### Records from a collection
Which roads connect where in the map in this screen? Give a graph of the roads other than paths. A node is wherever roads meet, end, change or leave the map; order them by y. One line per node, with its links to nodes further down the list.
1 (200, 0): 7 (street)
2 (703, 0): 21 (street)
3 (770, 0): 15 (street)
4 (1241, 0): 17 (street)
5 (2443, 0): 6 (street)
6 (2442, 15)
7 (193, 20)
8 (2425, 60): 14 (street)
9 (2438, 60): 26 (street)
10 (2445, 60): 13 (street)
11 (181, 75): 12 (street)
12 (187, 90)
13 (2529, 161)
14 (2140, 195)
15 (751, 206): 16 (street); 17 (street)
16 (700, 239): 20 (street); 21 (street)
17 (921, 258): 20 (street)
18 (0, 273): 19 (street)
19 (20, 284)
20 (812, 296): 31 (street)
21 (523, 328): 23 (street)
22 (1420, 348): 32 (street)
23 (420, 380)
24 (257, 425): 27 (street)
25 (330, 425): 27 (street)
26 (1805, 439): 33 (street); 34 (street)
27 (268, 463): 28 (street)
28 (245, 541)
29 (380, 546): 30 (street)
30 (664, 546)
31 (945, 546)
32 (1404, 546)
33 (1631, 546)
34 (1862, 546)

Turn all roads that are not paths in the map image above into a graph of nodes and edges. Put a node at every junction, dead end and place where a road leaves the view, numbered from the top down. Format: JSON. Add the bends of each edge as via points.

...

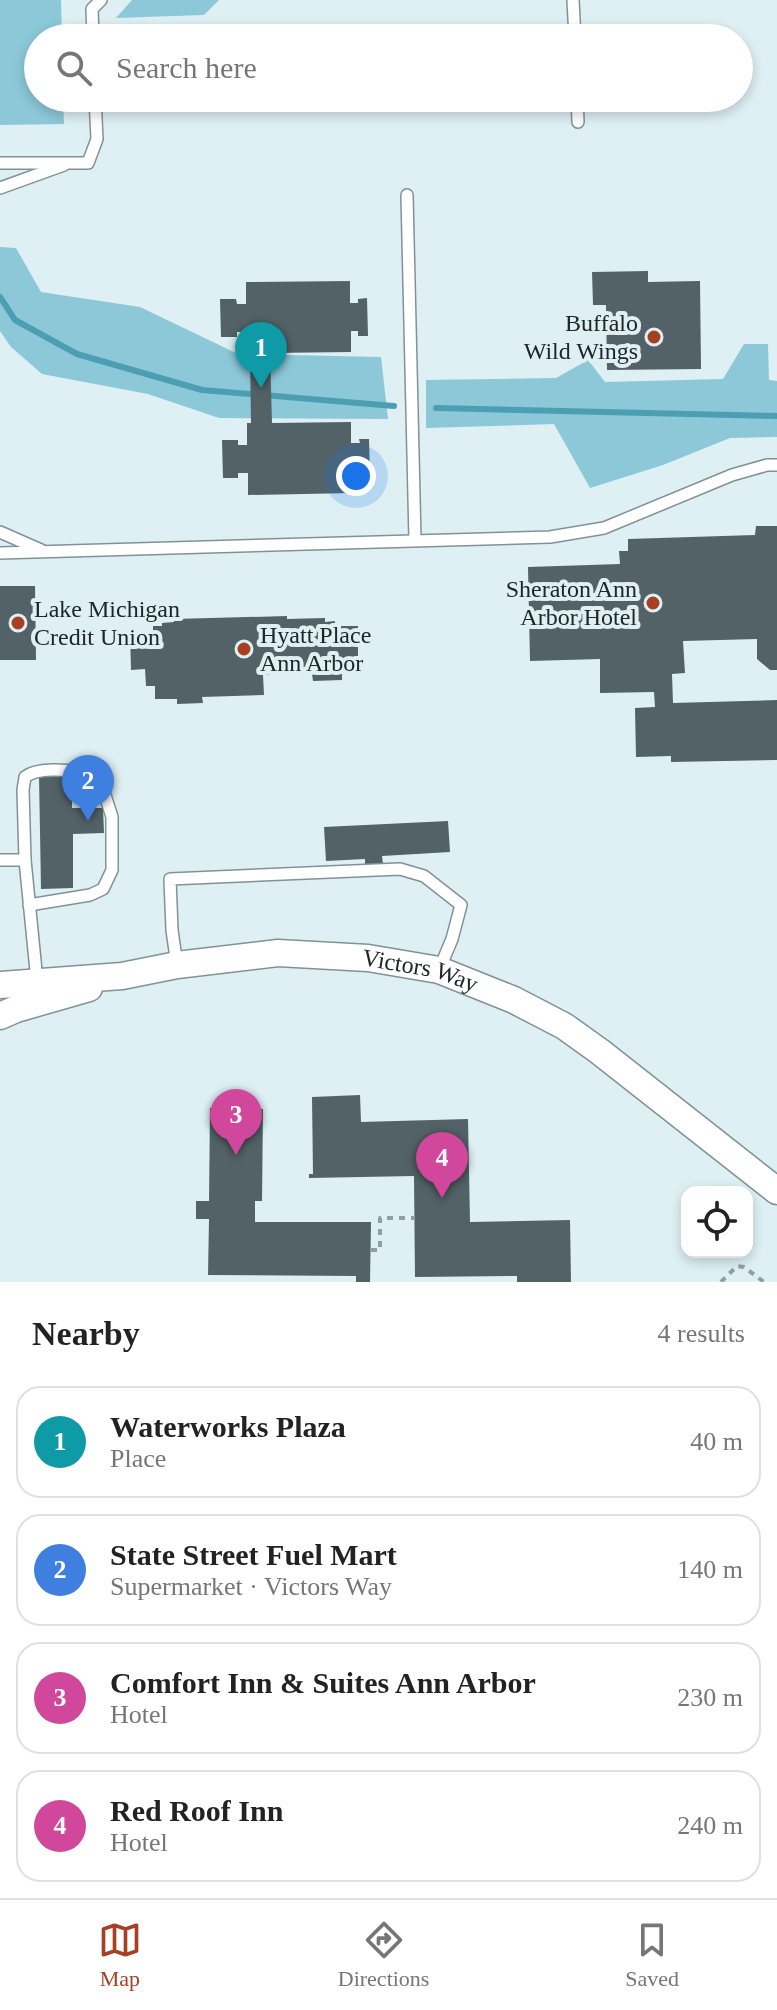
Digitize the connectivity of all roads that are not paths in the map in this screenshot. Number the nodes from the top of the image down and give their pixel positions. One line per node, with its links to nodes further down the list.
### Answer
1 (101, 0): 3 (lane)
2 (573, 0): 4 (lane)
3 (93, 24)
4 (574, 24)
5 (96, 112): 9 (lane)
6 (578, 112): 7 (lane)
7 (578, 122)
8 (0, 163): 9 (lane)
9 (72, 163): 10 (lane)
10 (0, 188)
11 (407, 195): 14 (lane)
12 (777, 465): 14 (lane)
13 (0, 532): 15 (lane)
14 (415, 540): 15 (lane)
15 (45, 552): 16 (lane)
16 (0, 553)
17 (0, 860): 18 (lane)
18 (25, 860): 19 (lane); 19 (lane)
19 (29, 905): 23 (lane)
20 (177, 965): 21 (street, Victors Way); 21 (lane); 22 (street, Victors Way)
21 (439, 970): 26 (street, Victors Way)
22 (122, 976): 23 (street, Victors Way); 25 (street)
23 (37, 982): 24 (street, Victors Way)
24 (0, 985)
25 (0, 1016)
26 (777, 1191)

### Assignment
The required output is the stretch of entries above from the line containing "Which roads connect" through the line containing "Turn all roads", reproduced exactly.

### Exercise response
Which roads connect where in the map in this screen? Give a graph of the roads other than paths. A node is wherever roads meet, end, change or leave the map; order them by y. One line per node, with its links to nodes further down the list.
1 (200, 0): 7 (street)
2 (703, 0): 21 (street)
3 (770, 0): 15 (street)
4 (1241, 0): 17 (street)
5 (2443, 0): 6 (street)
6 (2442, 15)
7 (193, 20)
8 (2425, 60): 14 (street)
9 (2438, 60): 26 (street)
10 (2445, 60): 13 (street)
11 (181, 75): 12 (street)
12 (187, 90)
13 (2529, 161)
14 (2140, 195)
15 (751, 206): 16 (street); 17 (street)
16 (700, 239): 20 (street); 21 (street)
17 (921, 258): 20 (street)
18 (0, 273): 19 (street)
19 (20, 284)
20 (812, 296): 31 (street)
21 (523, 328): 23 (street)
22 (1420, 348): 32 (street)
23 (420, 380)
24 (257, 425): 27 (street)
25 (330, 425): 27 (street)
26 (1805, 439): 33 (street); 34 (street)
27 (268, 463): 28 (street)
28 (245, 541)
29 (380, 546): 30 (street)
30 (664, 546)
31 (945, 546)
32 (1404, 546)
33 (1631, 546)
34 (1862, 546)

Turn all roads that are not paths in the map image above into a graph of nodes and edges. Put a node at every junction, dead end and place where a road leaves the view, numbered from the top down. Format: JSON. Add the bends of each edge as via points.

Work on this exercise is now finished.